# Driver helps himself to $100 tip



## BuberDriver (Feb 2, 2016)

https://www.yahoo.com/lifestyle/wom...a-5-star-review-on-her-account-192723322.html


----------



## Wex (Feb 18, 2019)

BuberDriver said:


> https://www.yahoo.com/lifestyle/wom...a-5-star-review-on-her-account-192723322.html


How many times has that worked for him? ?


----------



## Uberdriver2710 (Jul 15, 2015)

only $100?


----------



## Lowestformofwit (Sep 2, 2016)

And why not?
As the old saying goes: “If you have to ask first, you’ll never be any good at it” :cools: 
In any case, Uber has been helping themselves to other people’s money since its inception.
“Do, or be done”.


----------



## Illini (Mar 14, 2019)

Someone left their phone in my car once. I found it about 1/4 mile after dropping the pax off. I picked it up and it was on the tip screen. I was so tempted to give myself a tip, and the elusive 2 star rating that I'm still waiting for.
Instead, I drove back and the woman was standing right where I dropped her off.
Of course, no tip.


----------



## Kodyhead (May 26, 2015)

Uberdriver2710 said:


> only $100?


You cannot tip more than double the fare actually


----------



## Uberdriver2710 (Jul 15, 2015)

Kodyhead said:


> You cannot tip more than double the fare actually


boober


----------



## cangold (Mar 18, 2018)

Kodyhead said:


> You cannot tip more than double the fare actually


the fare was $54,so there's double the fare


----------



## Cdub2k (Nov 22, 2017)

$100 manual tip but no Badges or comments?

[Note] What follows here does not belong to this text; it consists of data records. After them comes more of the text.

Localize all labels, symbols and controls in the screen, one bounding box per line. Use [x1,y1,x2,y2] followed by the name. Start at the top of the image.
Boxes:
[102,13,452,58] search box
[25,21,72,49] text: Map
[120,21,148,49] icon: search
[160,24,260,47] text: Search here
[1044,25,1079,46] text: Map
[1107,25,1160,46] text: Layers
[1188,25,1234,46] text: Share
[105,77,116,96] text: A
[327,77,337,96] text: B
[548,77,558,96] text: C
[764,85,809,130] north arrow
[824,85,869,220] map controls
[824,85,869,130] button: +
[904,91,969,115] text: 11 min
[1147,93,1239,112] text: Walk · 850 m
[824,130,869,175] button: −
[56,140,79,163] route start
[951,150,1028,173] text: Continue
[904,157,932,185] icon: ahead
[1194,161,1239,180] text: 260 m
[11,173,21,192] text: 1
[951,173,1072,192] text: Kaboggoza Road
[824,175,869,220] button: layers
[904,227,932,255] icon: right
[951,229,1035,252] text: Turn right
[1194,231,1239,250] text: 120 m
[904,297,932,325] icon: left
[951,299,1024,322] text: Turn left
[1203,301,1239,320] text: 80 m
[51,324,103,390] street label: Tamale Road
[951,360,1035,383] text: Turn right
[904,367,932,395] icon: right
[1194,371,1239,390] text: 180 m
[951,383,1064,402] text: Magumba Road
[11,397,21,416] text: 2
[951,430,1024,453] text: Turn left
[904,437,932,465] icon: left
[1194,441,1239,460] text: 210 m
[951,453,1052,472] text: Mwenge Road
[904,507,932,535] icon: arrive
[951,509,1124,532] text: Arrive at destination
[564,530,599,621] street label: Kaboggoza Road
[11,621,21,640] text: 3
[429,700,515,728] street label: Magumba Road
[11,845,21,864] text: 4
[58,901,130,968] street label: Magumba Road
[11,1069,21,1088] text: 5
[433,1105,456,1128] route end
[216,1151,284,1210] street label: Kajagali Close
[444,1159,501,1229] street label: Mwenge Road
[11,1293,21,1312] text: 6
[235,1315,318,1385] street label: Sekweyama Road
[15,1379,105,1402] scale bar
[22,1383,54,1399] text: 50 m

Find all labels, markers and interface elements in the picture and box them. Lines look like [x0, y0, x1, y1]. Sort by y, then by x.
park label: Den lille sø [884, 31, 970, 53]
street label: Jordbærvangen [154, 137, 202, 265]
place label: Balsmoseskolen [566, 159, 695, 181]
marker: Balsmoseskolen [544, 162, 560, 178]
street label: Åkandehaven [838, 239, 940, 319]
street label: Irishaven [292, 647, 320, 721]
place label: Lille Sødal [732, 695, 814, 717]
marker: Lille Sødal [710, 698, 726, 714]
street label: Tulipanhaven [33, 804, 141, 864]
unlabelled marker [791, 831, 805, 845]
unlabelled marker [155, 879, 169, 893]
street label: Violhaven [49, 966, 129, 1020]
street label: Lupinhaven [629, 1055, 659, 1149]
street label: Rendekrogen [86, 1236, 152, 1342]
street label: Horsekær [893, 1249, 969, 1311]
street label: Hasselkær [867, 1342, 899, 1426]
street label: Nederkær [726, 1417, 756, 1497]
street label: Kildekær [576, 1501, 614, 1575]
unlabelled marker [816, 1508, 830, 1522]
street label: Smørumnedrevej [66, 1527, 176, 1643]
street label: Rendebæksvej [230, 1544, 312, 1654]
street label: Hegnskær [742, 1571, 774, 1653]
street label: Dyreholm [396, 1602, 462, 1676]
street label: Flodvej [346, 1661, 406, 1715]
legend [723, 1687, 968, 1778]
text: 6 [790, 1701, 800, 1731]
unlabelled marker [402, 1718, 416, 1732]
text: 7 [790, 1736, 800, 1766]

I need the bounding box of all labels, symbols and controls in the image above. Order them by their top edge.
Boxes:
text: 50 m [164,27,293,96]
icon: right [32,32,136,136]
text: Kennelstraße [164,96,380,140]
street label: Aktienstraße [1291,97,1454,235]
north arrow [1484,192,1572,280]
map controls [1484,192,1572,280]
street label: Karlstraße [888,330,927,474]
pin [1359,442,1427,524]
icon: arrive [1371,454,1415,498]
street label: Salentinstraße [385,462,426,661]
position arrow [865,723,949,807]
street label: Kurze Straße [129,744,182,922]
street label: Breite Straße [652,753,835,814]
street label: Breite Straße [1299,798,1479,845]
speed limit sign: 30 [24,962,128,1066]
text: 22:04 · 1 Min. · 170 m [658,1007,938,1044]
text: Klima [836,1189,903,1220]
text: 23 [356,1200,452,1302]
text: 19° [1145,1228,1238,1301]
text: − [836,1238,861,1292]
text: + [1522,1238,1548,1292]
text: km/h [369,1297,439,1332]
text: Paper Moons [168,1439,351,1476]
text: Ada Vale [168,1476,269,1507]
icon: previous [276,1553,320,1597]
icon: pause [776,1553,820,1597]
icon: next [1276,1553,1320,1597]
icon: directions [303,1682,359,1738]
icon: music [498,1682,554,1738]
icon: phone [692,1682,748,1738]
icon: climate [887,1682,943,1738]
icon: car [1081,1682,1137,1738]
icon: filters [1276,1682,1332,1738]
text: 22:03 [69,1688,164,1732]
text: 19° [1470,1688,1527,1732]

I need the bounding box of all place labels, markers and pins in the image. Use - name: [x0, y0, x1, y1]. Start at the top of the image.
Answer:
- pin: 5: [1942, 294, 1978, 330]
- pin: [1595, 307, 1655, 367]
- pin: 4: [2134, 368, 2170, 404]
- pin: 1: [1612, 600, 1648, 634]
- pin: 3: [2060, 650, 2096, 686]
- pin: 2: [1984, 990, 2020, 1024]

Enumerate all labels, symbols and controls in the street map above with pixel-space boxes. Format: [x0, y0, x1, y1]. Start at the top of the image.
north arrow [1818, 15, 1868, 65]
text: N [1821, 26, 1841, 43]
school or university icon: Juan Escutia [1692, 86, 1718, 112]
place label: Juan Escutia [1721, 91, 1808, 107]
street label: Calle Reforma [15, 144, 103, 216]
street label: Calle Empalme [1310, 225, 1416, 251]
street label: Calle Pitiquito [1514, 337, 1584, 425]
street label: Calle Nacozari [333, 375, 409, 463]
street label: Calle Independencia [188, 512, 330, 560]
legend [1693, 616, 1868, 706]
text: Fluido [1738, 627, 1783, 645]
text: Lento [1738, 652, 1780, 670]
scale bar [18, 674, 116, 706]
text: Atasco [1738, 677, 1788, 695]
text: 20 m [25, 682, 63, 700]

He could have at least tried to make it legit looking.


----------



## Cableguynoe (Feb 14, 2017)

I may or may not have done something similar.
But it was just $5 on a minimum fare.


----------



## KK2929 (Feb 9, 2017)

Kodyhead said:


> You cannot tip more than double the fare actually


----------------------
Not true with Lyft. I had a $12.00 fare and she tipped me $33.00


----------



## Cableguynoe (Feb 14, 2017)

KK2929 said:


> ----------------------
> Not true with Lyft. I had a $12.00 fare and she tipped me $33.00


You got $12?

If her fare was $20, then $33 is less than double.


----------



## WinterFlower (Jul 15, 2019)

BuberDriver said:


> https://www.yahoo.com/lifestyle/wom...a-5-star-review-on-her-account-192723322.html


The poor guy is gone, but his legacy will perdure. Everybody to correct those paths!!! :roflmao:


----------



## Kodyhead (May 26, 2015)

KK2929 said:


> ----------------------
> Not true with Lyft. I had a $12.00 fare and she tipped me $33.00


Driver in the article was an uber driver


----------



## MemphisDave (May 5, 2016)

That kind of thing makes us all look bad. Karma will bite him /her back for that sort of thing. In the meantime, those of us who are honest pay the price.


----------



## Cableguynoe (Feb 14, 2017)

MemphisDave said:


> That kind of thing makes us all look bad. Karma will bite him /her back for that sort of thing. In the meantime, those of us who are honest pay the price.


Wait... 
Karma will get him but honest people will pay the price?

If you're gonna believe in fairy tales at least be consistent 
Your karma is not very good according to you.


----------



## MemphisDave (May 5, 2016)

Cableguynoe said:


> Wait...
> Karma will get him but honest people will pay the price?
> 
> If you're gonna believe in fairy tales at least be consistent
> Your karma is not very good according to you.


I don't follow your logic, Cableguynoe. I was simply writing that is like stealing $100 from someone. It makes rideshare drivers as a whole look bad when one decides to step out of line like that. I may not have been clear in what I was saying.


----------



## tohunt4me (Nov 23, 2015)

Lowestformofwit said:


> And why not?
> As the old saying goes: "If you have to ask first, you'll never be any good at it" :cools:
> In any case, Uber has been helping themselves to other people's money since its inception.
> "Do, or be done".


" SURGE TIP " !



Cableguynoe said:


> Wait...
> Karma will get him but honest people will pay the price?
> 
> If you're gonna believe in fairy tales at least be consistent
> Your karma is not very good according to you.


KARMA SEEMS TO HAVE BAD JUDGEMENT.


----------



## Ignatz (Aug 3, 2019)

Reminder:
BEING relegated in society to the level of Uber driver
IS the result of bad karma from another corner of your lives.

The good news: better to rule in hell than serve in heaven ✔
ie. Ur car, ur rules for pennies a mile

?The quintessential Living Hell ?


----------



## MemphisDave (May 5, 2016)

tohunt4me said:


> " SURGE TIP " !
> 
> 
> KARMA SEEMS TO HAVE BAD JUDGEMENT.


It's not my place to judge. Let your conscious be your guide. If misdimeanor theft is considered OK in your book, that's between you and your pax or you and Uber.


----------